Non-goals: no automatic system-language detection, no live switching for already opened pages, no resource DLL, no third-party parser, and no localization for logs or technical identifiers.
4. Overall design
Add src/localization.h and src/localization.cpp. The module provides language enums, string tables, config parsing, current-language selection, and UTF-8 to UTF-16 conversion.

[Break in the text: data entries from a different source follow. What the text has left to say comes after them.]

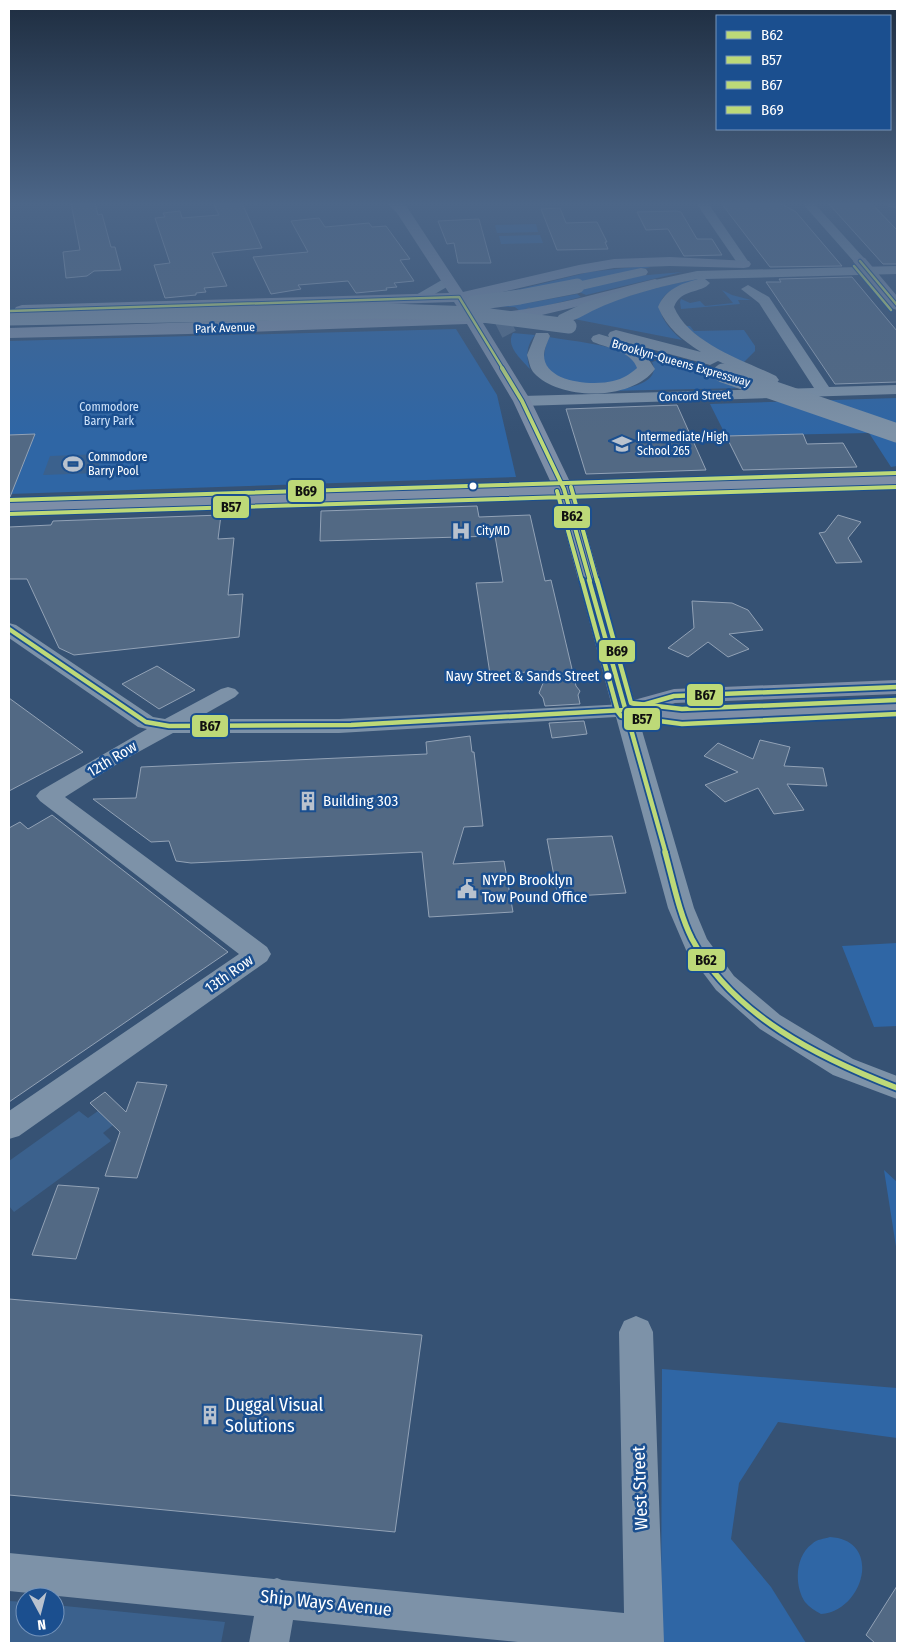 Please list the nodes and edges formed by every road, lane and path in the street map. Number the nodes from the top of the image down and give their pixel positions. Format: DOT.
graph roads {
  1 [pos="437,280"];
  2 [pos="448,280"];
  3 [pos="538,280"];
  4 [pos="606,280"];
  5 [pos="678,280"];
  6 [pos="724,280"];
  7 [pos="876,280"];
  8 [pos="655,284"];
  9 [pos="748,289"];
  10 [pos="459,297"];
  11 [pos="416,299"];
  12 [pos="336,301"];
  13 [pos="897,305"];
  14 [pos="186,306"];
  15 [pos="9,311"];
  16 [pos="263,312"];
  17 [pos="9,318"];
  18 [pos="471,319"];
  19 [pos="336,324"];
  20 [pos="566,325"];
  21 [pos="9,326"];
  22 [pos="184,329"];
  23 [pos="499,331"];
  24 [pos="9,333"];
  25 [pos="542,336"];
  26 [pos="599,339"];
  27 [pos="487,344"];
  28 [pos="732,369"];
  29 [pos="897,390"];
  30 [pos="824,392"];
  31 [pos="522,402"];
  32 [pos="897,423"];
  33 [pos="897,433"];
  34 [pos="897,480"];
  35 [pos="564,489"];
  36 [pos="9,507"];
  37 [pos="9,629"];
  38 [pos="897,686"];
  39 [pos="228,693"];
  40 [pos="897,707"];
  41 [pos="625,710"];
  42 [pos="169,726"];
  43 [pos="48,796"];
  44 [pos="897,1089"];
  45 [pos="9,1127"];
  46 [pos="636,1332"];
  47 [pos="9,1572"];
  48 [pos="277,1597"];
  49 [pos="644,1639"];
  50 [pos="270,1643"];
  1 -- 11 [label="street"];
  2 -- 10 [label="main road"];
  3 -- 10 [label="main road, Park Avenue"];
  4 -- 16 [label="highway, bridge"];
  5 -- 8 [label="highway"];
  6 -- 28 [label="highway"];
  7 -- 13 [label="main road"];
  8 -- 18 [label="main road, Park Avenue"];
  8 -- 20 [label="highway"];
  9 -- 30 [label="street"];
  10 -- 11 [label="main road, Park Avenue"];
  10 -- 18 [label="main road"];
  11 -- 12 [label="main road, Park Avenue"];
  12 -- 14 [label="main road, Park Avenue"];
  12 -- 19 [label="main road"];
  14 -- 15 [label="main road, Park Avenue"];
  14 -- 22 [label="main road"];
  16 -- 17 [label="highway, Brooklyn-Queens Expressway, bridge"];
  16 -- 20 [label="highway, Brooklyn-Queens Expressway, bridge"];
  18 -- 19 [label="main road, Park Avenue"];
  18 -- 27 [label="main road"];
  19 -- 22 [label="main road, Park Avenue"];
  20 -- 21 [label="highway, Brooklyn-Queens Expressway"];
  20 -- 26 [label="highway, Brooklyn-Queens Expressway"];
  20 -- 28 [label="highway, Brooklyn-Queens Expressway"];
  22 -- 24 [label="main road, Park Avenue"];
  23 -- 27 [label="main road"];
  25 -- 26 [label="highway"];
  26 -- 28 [label="highway, Brooklyn-Queens Expressway"];
  27 -- 31 [label="main road"];
  28 -- 32 [label="highway, Brooklyn-Queens Expressway"];
  28 -- 33 [label="highway, Brooklyn-Queens Expressway, bridge"];
  29 -- 30 [label="street, Concord Street"];
  30 -- 31 [label="street, Concord Street"];
  31 -- 35 [label="main road"];
  34 -- 35 [label="main road"];
  35 -- 36 [label="main road"];
  35 -- 41 [label="main road"];
  37 -- 42 [label="street"];
  38 -- 41 [label="main road"];
  39 -- 42 [label="street, 12th Row"];
  40 -- 41 [label="main road"];
  41 -- 42 [label="street"];
  41 -- 44 [label="street"];
  42 -- 43 [label="street, 12th Row"];
  43 -- 45 [label="street, 13th Row"];
  46 -- 49 [label="street, West Street"];
  47 -- 48 [label="street, Ship Ways Avenue"];
  48 -- 49 [label="street, Ship Ways Avenue"];
  48 -- 50 [label="street"];
} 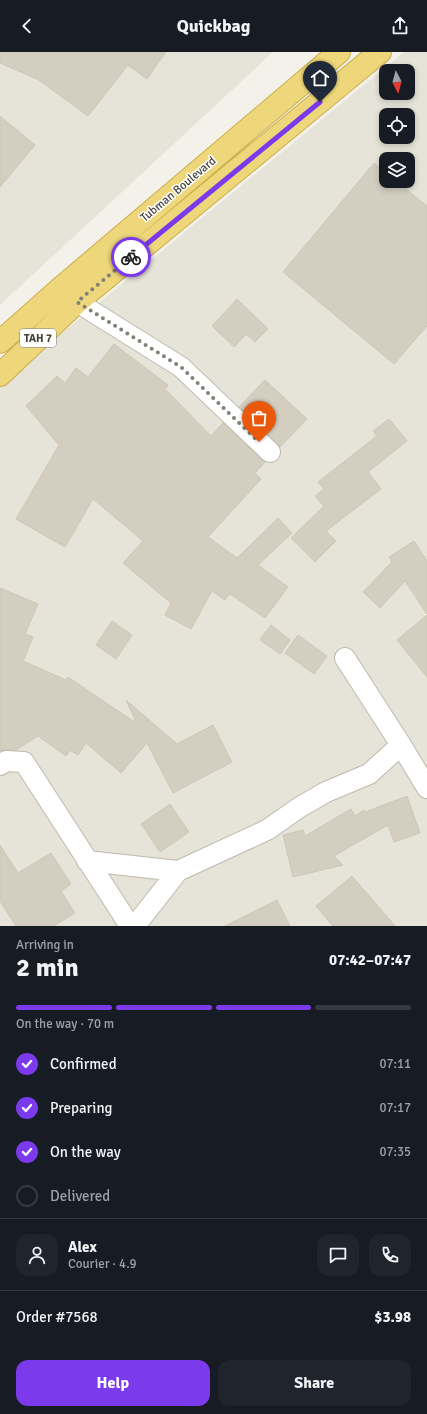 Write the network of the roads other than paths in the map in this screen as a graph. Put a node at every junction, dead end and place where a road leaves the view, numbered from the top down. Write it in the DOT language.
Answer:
graph roads {
  1 [pos="338,52"];
  2 [pos="380,52"];
  3 [pos="77,302"];
  4 [pos="0,342"];
  5 [pos="0,376"];
  6 [pos="270,452"];
  7 [pos="345,658"];
  8 [pos="401,745"];
  9 [pos="0,765"];
  10 [pos="427,788"];
  11 [pos="87,861"];
  12 [pos="178,871"];
  13 [pos="130,926"];
  14 [pos="135,926"];
  1 -- 4 [label="highway, Tubman Boulevard / TAH 7"];
  2 -- 3 [label="highway, Tubman Boulevard / TAH 7"];
  3 -- 5 [label="highway, Tubman Boulevard / TAH 7"];
  3 -- 6 [label="street"];
  7 -- 8 [label="street"];
  8 -- 10 [label="street"];
  8 -- 12 [label="street"];
  9 -- 11 [label="street"];
  11 -- 12 [label="street"];
  11 -- 13 [label="street"];
  12 -- 14 [label="street"];
}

Callers use localization::strings().
5. Key decisions and rationale
- In-code string tables: simplest fit for C++ generated HTML and two languages.
- Fixed
en_USdefault: matches the requirement and keeps tests predictable. - Runtime config read: changes apply after reopening the UI or reloading the DS.
- UTF-8 HTML plus Unicode Win32 APIs: browser handles UTF-8 and Windows dialogs handle UTF-16 reliably.
- Technical identifiers are not translated: names such as PNG, DPI, A4, and form fields are standards or internal protocol details.
6. Flowcharts
6.1 Language selection
Need UI text
-> localization::strings()
-> Read config.ini
-> If no language/lang/locale, default to en_US
-> If zh_CN compatible, return Chinese strings
-> Otherwise return English strings
6.2 Settings UI
TWAIN app enables DS
-> If ShowUI=true, create SettingsServer
-> buildHtmlPage gets localized strings
-> Generate UTF-8 HTML
-> Browser shows page
-> User clicks Scan/Cancel
-> /submit returns localized confirmation
7. Component changes
CMakeLists.txt: addsrc/localization.cpp.- localization module: add language enum, string tables, config parser, aliases, BOM handling, normalization, and UTF conversion.
settings_server.cpp: localize generated HTML,/submit, and/browse; switch folder picker to Unicode APIs.twain_data_source.cpp: set localized TWAIN language/country and ProductFamily/ProductName.README.md: document language switching.
8. End-to-end data flow
TWAIN ShowUI request
-> TwainDataSource creates SettingsServer
-> SettingsServer builds HTML
-> localization reads config.ini
-> en_US or zh_CN string table is selected
-> browser displays localized UI
-> user submits
-> DS continues scanning
9. Test plan
- Delete config.ini and verify English default.
- Set
language=zh_CNand verify Chinese UI, buttons, Browse dialog, and confirmation page. - Set
language=en_USand verify English. - Set an invalid value and verify fallback to English.
- Test output directories containing Chinese characters.
- Close and reopen scanning applications after config changes to avoid DLL caching.
10. Risks
- TWAIN ProductName/ProductFamily are narrow character arrays; old TWAIN apps may interpret UTF-8 as ANSI and show garbled Chinese.
- HTML does not fully escape user-provided output directory and filename values yet.
- Config is read for each string lookup; caching may be needed later.
- Chinese depends on UTF-8 source files and
/utf-8. - Browser auto-translation may alter visible text.
11. Current limitations
Only en_US and zh_CN are supported. There is no system-language detection, live switching, UI language selector, log localization, or external translation file.
12. Future improvements
Add htmlEscape(), HTML lang attribute, an in-UI language selector, config caching, more languages, external translation resources, TWAIN identity encoding improvements, and automated i18n tests.